→ **WORK REQUEST**
The entries below hold a line with "pinky dip: (848, 752)" and a line with "pinky mcp: (1231, 809)". Return those lines and all that lie between them, exactly and only.

→ **SUPPLIED ENTRIES**
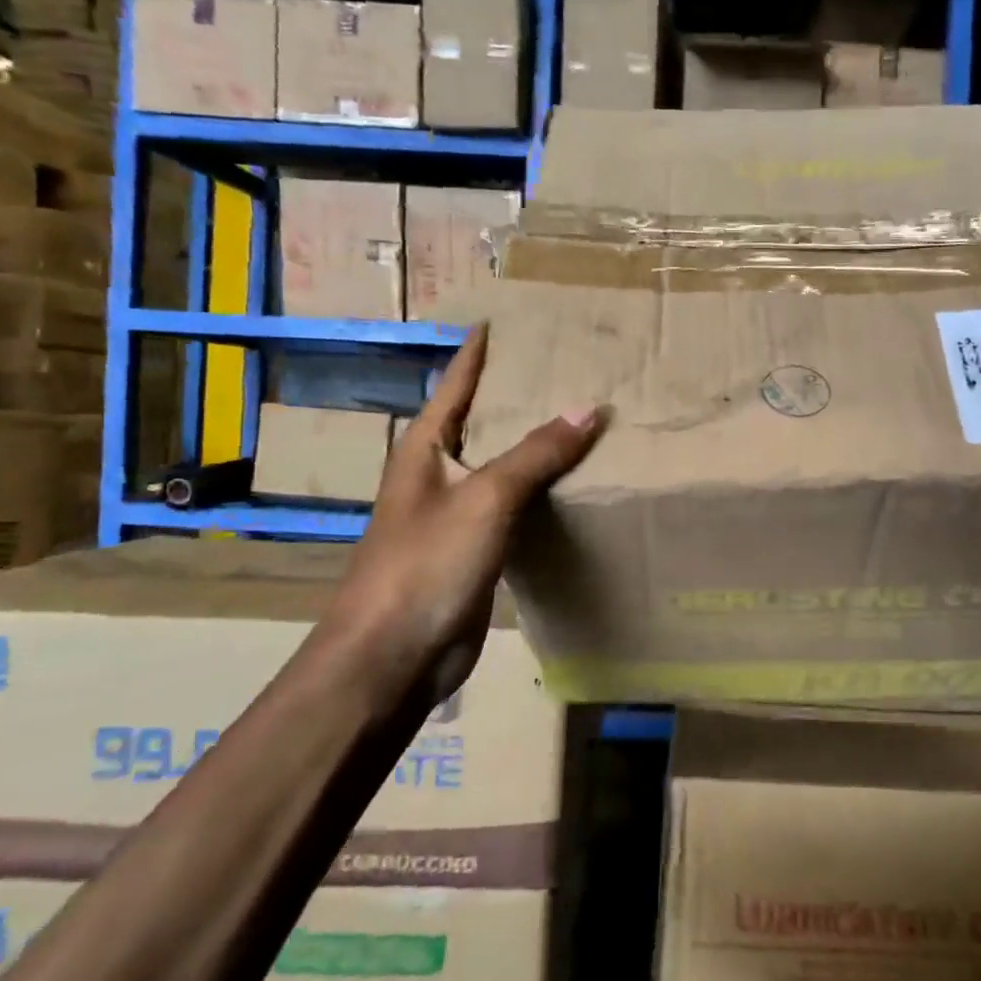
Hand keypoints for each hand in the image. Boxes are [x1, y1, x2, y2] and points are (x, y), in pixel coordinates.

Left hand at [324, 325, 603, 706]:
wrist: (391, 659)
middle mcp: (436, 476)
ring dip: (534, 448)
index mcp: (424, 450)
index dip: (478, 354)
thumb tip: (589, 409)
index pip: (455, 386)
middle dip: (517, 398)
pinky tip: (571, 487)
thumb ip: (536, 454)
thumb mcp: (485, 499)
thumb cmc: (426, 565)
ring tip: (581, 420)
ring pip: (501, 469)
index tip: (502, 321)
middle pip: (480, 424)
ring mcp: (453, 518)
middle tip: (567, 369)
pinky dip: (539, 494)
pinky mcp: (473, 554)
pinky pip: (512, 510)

* * *

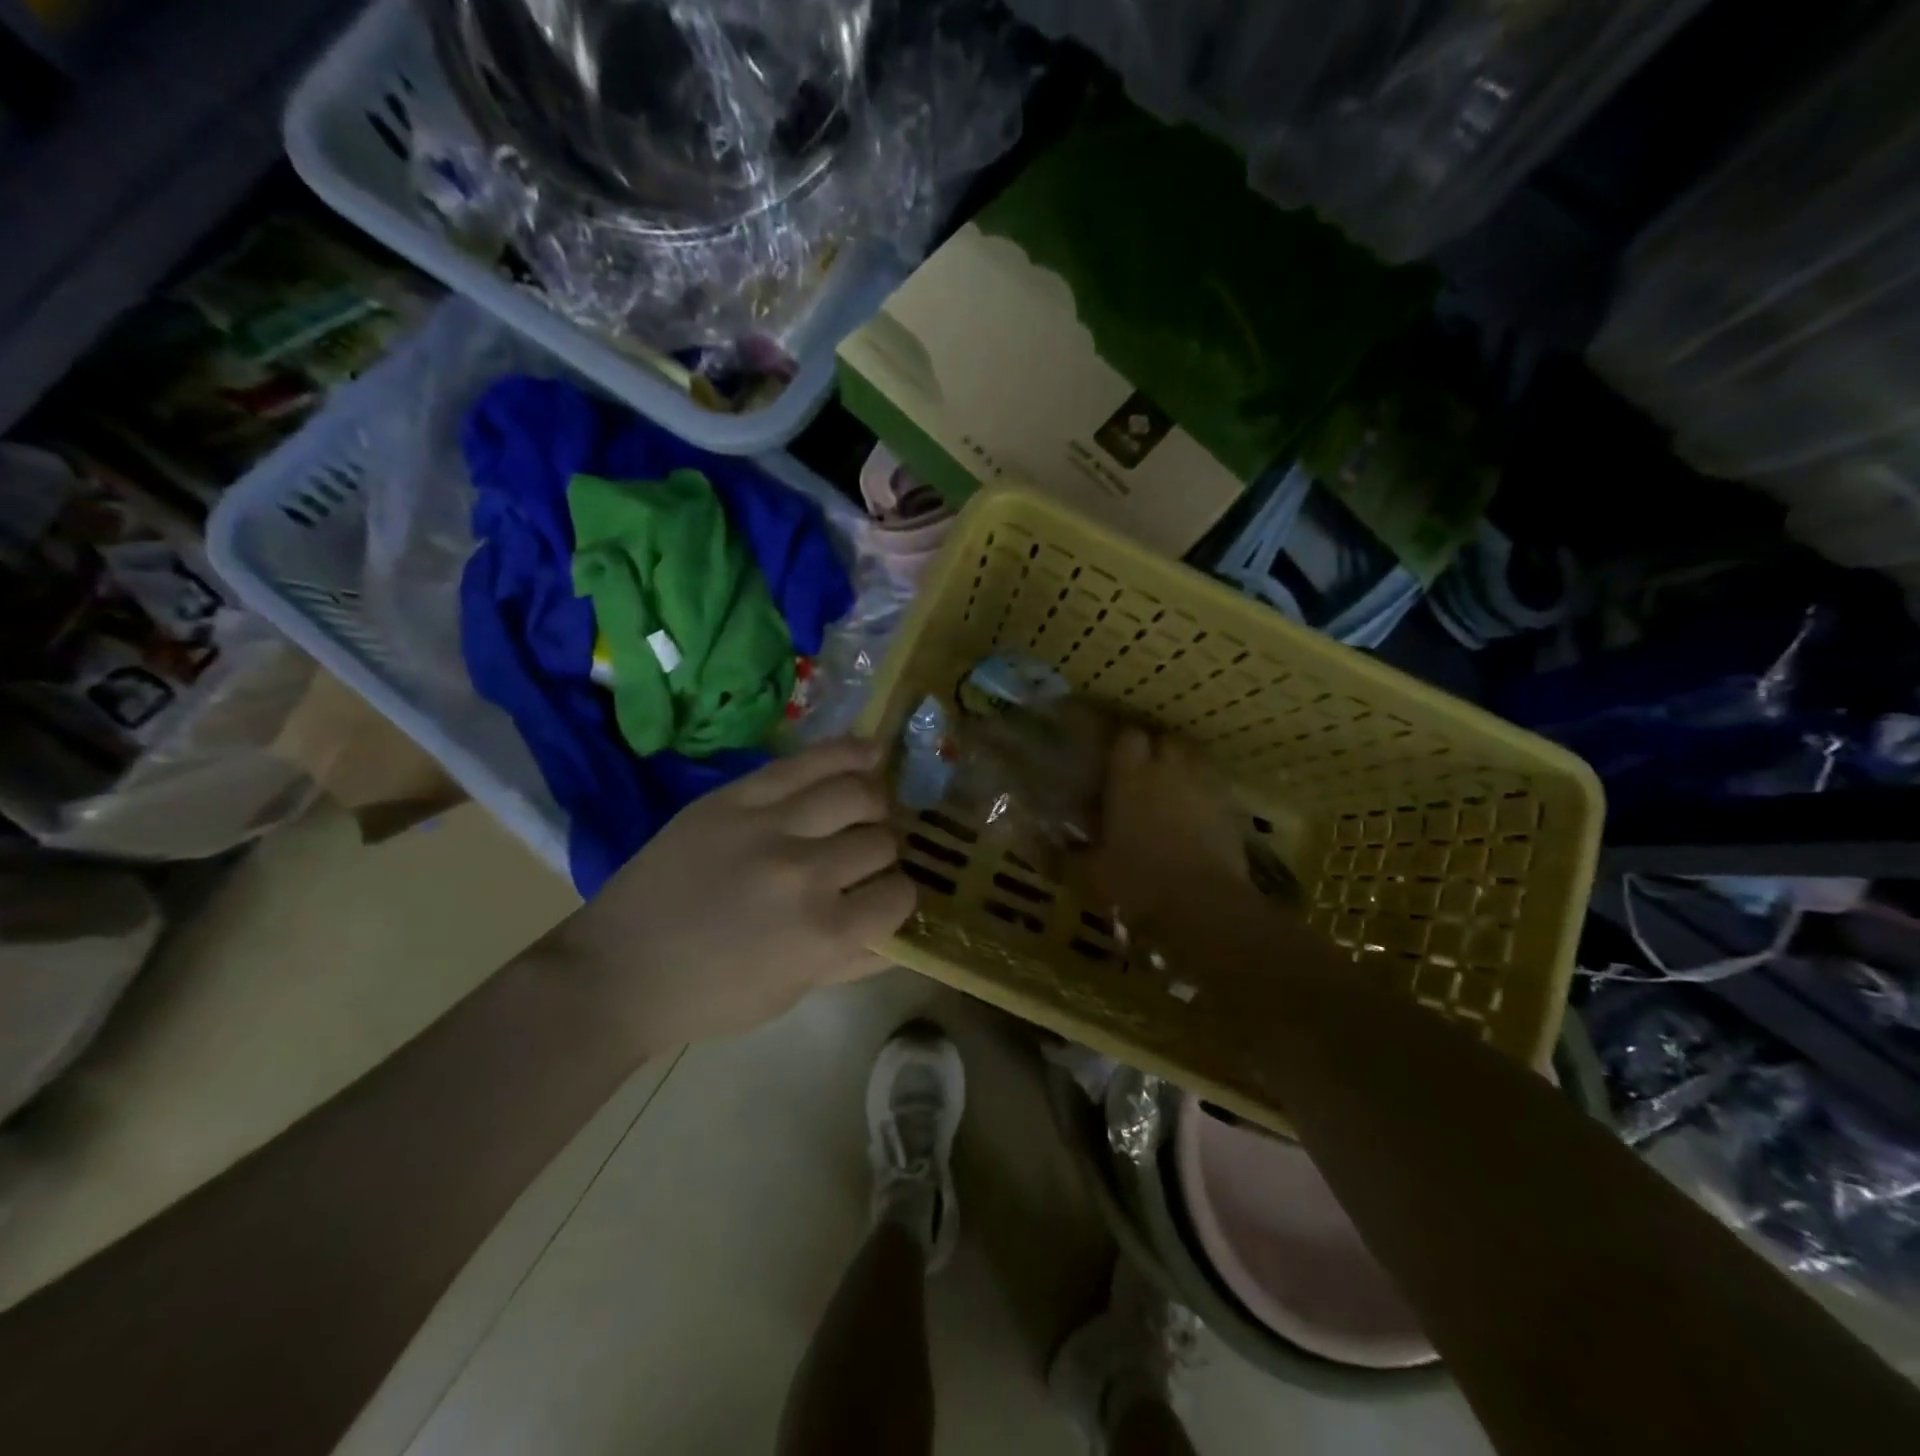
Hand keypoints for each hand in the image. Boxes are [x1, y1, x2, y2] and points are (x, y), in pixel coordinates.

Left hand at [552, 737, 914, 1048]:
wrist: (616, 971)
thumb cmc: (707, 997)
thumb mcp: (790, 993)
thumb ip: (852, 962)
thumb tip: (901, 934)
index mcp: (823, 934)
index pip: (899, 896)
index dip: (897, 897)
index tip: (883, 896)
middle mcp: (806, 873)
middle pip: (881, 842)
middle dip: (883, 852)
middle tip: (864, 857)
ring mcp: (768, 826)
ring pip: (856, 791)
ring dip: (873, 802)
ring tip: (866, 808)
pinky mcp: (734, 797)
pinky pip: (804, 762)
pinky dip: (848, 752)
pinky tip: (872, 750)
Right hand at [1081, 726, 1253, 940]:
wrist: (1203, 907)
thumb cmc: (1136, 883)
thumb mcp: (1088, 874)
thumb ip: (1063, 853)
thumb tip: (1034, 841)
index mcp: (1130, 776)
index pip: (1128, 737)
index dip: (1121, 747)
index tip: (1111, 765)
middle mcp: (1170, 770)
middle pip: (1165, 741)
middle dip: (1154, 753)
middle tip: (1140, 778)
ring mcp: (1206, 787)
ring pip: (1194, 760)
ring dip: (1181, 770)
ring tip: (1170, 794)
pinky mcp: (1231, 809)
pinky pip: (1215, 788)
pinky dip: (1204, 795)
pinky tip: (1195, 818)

→ **RESPONSE TO THIS TASK**
pinky dip: (848, 752)
pinky tip: (872, 750)
Right hand at [1081, 726, 1253, 940]:
wrist: (1203, 907)
thumb cmc: (1136, 883)
thumb mcp: (1088, 874)
thumb ip: (1063, 853)
thumb tip: (1034, 841)
index mcp: (1130, 776)
index pip: (1128, 737)
index dip: (1121, 747)
index tip: (1111, 765)
middle mcp: (1170, 770)
middle pip: (1165, 741)
middle dip: (1154, 753)
middle tip: (1140, 778)
ring mcp: (1206, 787)
ring pip: (1194, 760)
ring dip: (1181, 770)
ring tip: (1170, 794)
pinky mcp: (1231, 809)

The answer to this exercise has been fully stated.